A young mom shares how she fought breast cancer -- and won.
There was a time when I'd see people who'd been in horrible accidents, who had life-threatening illnesses, or who cared for children who were severely disabled and think there was absolutely no way I could do what they were doing. I lived in fear of coming face to face with a frightening event that would throw me outside the limited range of my comfort zone. "I'm bad in a crisis," I would glibly admit, as if you could actually choose whether to rise to the occasion. But, of course, you can't really choose. You somehow just do what needs to be done, and more often than not, you find that you have an arsenal of tools at your disposal.
My crisis was a diagnosis of breast cancer at age 35, when my daughters were 6 and 3. What followed was a season of surgeries and a slew of complications: Over the course of six months I had a biopsy, a lumpectomy, a mastectomy, reconstructive surgery, and internal infections that prevented me from driving yet demanded that I go to the hospital every day for six weeks. It turned out that I'm actually pretty good in a crisis. So many things helped get me through.
Before my diagnosis I had a prayer life equivalent to my now-7-year-old's: I gave thanks and I asked God to look over the people I love. This proved somewhat lacking when I thought I might die. I adopted a prayer written by Annie Dillard, the great naturalist writer. Her words say everything I felt about being sick: I am a frayed and nibbled survivor in a fallen world, and I am getting along. The echo I kept hearing back from God was, "Yes." I'm also a longstanding member of an Episcopal church, and I found great comfort in the ritual of Sunday morning services.
I could have lied to my daughters when I was diagnosed; they might have bought it. But I couldn't bear to pretend in my own home, so I decided to tell my kids I was sick.
After dinner one night, my husband and I sat our girls down on the couch in the living room, a spot we reserved for serious discussions about clearing your place at the table or going to bed on time. We explained that I had breast cancer. The girls knew about the disease because my husband's mother had died from it. The first words out of our 6-year-old's mouth were: "Are you going to die?" We had decided to say, "No, not yet, not from this." That was all she needed to know. My younger daughter had more specific questions: How were the doctors going to get the cancer out? Was I going to get a shot? Was it going to hurt? I drew tiny pencil dots on a page of white paper, then erased them to explain the treatment process. She wrinkled her tiny brow and nodded.
My girls responded to my honesty with insight and resiliency. They now understand that people live and people die, and our bodies change in between. I can't think of a more powerful lesson to pass along.
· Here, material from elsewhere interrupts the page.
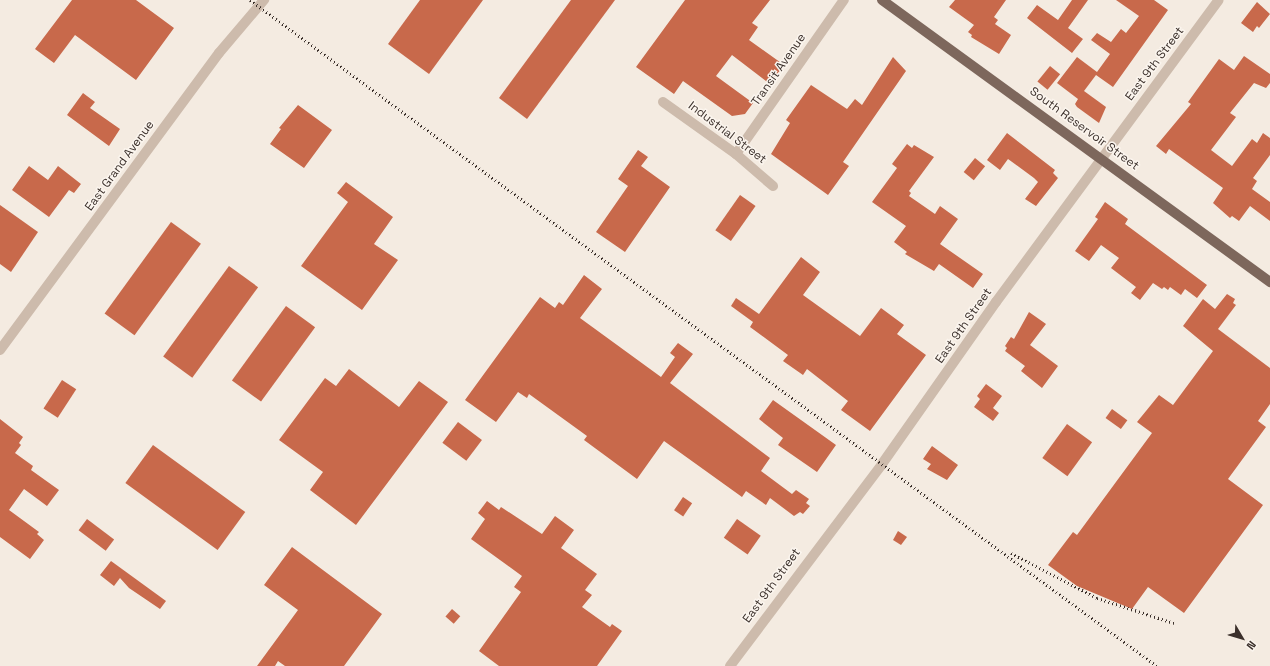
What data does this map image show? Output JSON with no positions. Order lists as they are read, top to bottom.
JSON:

In times of trouble, women sustain other women. Yes, I have a wonderful husband who helped me through my illness with grace and courage, and I have a wonderful father who did the same, but it was women who sustained me day to day in myriad amazing ways -- by making me Miso soup, peach smoothies, and macaroni and cheese; taking my kids to school, to the movies, to Burger King; packing up my Christmas ornaments; and stripping their clothes off so I could see what a rebuilt breast really looked like.
It's not easy asking for this kind of help. My kids spent a lot of time under other people's care. This was agonizing for me -- to have to always ask for help, to not be with my kids, to keep the logistics straight. But I couldn't have healed without that help.
I read voraciously when I was sick -- books, Internet articles, pathology reports. Dr. Susan Love's Breast Book by Susan Love, M.D., and A Woman's Decision (about surgery and reconstruction) by Karen Berger and John Bostwick III, M.D., were my mainstays, and had it been published at the time I would have read Breast Cancer Q&A by Charyn Pfeuffer. I also gravitated toward stories about illness. I devoured Kitchen Table Wisdom & My Grandfather's Blessings by Rachel Naomi Remen, M.D., and First, You Cry by Betty Rollin and reread Intoxicated by My Illness by Anatole Broyard with a whole new perspective. Information is vital, of course, but stories help and heal.
The surgery to reconstruct my breast using flesh from my tummy left me with a fist-sized wound in my abdomen. For weeks I couldn't move from the couch, and so I didn't. When people came to visit, they just walked in. They usually asked if they could get me anything, and I often wanted chamomile tea. There's something about tea that makes having to stay in one place easier. You can't help but stop and slow down -- and since this was what I needed to be doing, the tea helped me make sense of it.
My stuffed bunny
I can't stand the sight of blood, so when I had to go to the hospital to have my gash scraped out and packed with gauze every day for six weeks, I took a buckwheat-stuffed bunny pillow with me -- I'd bought it years ago for a 12-hour plane ride -- and placed it over my eyes. Nurses laughed, and my surgeon still calls me the Bunny Lady, but it's what I needed for comfort and what got me through. Chances are, whether you think you're good in a crisis, you know what'll get you through too.